*Try it*
In the listing that follows, how many lines include the word "JSON"? Only the number is wanted.

Entries supplied Start Marker

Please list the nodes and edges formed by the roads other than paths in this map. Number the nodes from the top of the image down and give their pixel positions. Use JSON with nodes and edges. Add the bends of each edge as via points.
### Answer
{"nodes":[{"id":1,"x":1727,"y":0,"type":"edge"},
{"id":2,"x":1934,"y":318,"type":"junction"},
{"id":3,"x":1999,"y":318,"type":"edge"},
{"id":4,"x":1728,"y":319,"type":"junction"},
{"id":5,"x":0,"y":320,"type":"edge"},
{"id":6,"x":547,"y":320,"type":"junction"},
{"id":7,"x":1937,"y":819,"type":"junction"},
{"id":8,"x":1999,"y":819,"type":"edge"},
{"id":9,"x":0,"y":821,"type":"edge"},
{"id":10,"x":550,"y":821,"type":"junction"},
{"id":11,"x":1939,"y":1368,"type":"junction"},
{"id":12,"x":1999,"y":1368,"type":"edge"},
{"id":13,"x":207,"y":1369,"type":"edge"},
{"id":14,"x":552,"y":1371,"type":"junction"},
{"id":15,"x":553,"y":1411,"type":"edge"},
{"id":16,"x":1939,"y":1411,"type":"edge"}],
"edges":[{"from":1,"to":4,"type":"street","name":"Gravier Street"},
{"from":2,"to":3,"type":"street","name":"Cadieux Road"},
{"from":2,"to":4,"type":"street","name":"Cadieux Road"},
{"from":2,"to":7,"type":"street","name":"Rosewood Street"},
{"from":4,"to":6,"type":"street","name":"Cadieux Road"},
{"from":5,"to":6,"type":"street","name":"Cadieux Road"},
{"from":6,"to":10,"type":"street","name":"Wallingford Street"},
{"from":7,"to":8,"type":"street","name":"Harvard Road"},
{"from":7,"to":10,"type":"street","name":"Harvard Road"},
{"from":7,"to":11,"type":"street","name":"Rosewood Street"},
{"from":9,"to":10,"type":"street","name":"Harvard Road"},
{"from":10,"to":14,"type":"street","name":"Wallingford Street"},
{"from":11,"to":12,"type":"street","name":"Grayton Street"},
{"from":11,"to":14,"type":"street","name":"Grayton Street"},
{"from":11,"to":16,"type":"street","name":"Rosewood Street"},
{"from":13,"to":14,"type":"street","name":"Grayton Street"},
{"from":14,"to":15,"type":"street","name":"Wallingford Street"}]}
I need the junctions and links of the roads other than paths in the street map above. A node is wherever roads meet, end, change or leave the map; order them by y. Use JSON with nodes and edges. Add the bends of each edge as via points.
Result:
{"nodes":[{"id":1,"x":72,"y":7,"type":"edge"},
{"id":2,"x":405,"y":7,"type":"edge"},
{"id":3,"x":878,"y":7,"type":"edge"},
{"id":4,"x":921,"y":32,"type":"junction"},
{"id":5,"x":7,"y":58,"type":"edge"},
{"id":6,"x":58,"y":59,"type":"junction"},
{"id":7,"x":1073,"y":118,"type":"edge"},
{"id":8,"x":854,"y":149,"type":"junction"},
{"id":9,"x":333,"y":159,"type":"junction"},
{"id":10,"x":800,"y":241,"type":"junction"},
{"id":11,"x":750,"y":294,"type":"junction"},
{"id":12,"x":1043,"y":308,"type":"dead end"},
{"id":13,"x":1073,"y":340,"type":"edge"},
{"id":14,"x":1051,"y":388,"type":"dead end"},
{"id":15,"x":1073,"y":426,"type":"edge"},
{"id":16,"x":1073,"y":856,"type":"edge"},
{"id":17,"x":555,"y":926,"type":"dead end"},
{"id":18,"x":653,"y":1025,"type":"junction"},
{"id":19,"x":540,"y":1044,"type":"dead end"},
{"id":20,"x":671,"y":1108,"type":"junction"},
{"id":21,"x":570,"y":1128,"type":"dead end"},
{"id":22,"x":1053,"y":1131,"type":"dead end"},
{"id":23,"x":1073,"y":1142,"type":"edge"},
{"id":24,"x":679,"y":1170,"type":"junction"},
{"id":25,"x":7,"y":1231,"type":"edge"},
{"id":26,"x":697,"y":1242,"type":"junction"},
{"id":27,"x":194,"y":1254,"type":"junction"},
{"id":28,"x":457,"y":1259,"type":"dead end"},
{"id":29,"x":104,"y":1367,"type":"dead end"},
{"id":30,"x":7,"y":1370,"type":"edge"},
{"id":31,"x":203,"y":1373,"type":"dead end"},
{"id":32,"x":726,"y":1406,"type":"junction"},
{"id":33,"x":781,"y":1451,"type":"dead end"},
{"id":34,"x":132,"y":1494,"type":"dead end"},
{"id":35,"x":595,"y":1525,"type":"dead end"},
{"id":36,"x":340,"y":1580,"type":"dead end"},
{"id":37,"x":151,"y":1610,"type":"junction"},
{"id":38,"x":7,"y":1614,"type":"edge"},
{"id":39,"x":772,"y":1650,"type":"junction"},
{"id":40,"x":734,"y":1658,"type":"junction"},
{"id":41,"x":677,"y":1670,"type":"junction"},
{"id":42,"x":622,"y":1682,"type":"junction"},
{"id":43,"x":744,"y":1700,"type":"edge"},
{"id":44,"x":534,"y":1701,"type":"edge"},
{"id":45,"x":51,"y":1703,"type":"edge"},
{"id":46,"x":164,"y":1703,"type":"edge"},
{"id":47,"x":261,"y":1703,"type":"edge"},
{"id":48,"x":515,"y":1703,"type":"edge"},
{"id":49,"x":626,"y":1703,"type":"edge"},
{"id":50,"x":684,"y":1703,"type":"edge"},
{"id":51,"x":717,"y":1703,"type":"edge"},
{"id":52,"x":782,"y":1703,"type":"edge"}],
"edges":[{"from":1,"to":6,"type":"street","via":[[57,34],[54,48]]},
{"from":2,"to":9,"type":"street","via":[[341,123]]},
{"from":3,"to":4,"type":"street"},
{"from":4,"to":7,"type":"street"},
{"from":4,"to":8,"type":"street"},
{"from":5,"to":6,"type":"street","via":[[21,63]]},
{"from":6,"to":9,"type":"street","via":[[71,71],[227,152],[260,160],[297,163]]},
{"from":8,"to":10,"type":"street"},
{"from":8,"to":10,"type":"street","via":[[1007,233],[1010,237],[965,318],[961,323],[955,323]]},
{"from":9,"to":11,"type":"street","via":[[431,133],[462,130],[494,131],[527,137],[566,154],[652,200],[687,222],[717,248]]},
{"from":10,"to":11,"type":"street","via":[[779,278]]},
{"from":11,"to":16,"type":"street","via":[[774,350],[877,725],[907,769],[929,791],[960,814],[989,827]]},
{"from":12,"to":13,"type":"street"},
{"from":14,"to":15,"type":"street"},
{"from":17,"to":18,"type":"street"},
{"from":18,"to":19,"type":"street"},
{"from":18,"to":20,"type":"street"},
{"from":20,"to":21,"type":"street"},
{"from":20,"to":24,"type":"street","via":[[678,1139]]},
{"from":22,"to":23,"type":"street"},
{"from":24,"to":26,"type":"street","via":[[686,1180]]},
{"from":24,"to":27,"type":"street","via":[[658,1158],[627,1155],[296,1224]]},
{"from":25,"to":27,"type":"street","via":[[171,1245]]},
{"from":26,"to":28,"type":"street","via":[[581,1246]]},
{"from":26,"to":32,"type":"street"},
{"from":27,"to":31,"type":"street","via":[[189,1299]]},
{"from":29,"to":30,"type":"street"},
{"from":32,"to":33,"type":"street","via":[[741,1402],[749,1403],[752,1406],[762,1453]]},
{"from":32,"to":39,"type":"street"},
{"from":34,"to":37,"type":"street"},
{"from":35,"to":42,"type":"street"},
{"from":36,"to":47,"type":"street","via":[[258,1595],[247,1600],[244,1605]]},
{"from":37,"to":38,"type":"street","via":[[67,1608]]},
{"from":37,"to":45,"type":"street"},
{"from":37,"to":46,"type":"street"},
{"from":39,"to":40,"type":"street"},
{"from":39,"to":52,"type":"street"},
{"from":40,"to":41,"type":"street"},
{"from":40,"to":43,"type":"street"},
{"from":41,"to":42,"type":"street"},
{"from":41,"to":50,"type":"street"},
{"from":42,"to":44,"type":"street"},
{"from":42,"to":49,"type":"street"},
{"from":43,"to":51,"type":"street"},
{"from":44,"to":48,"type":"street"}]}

Entries supplied End Marker

*Result*
2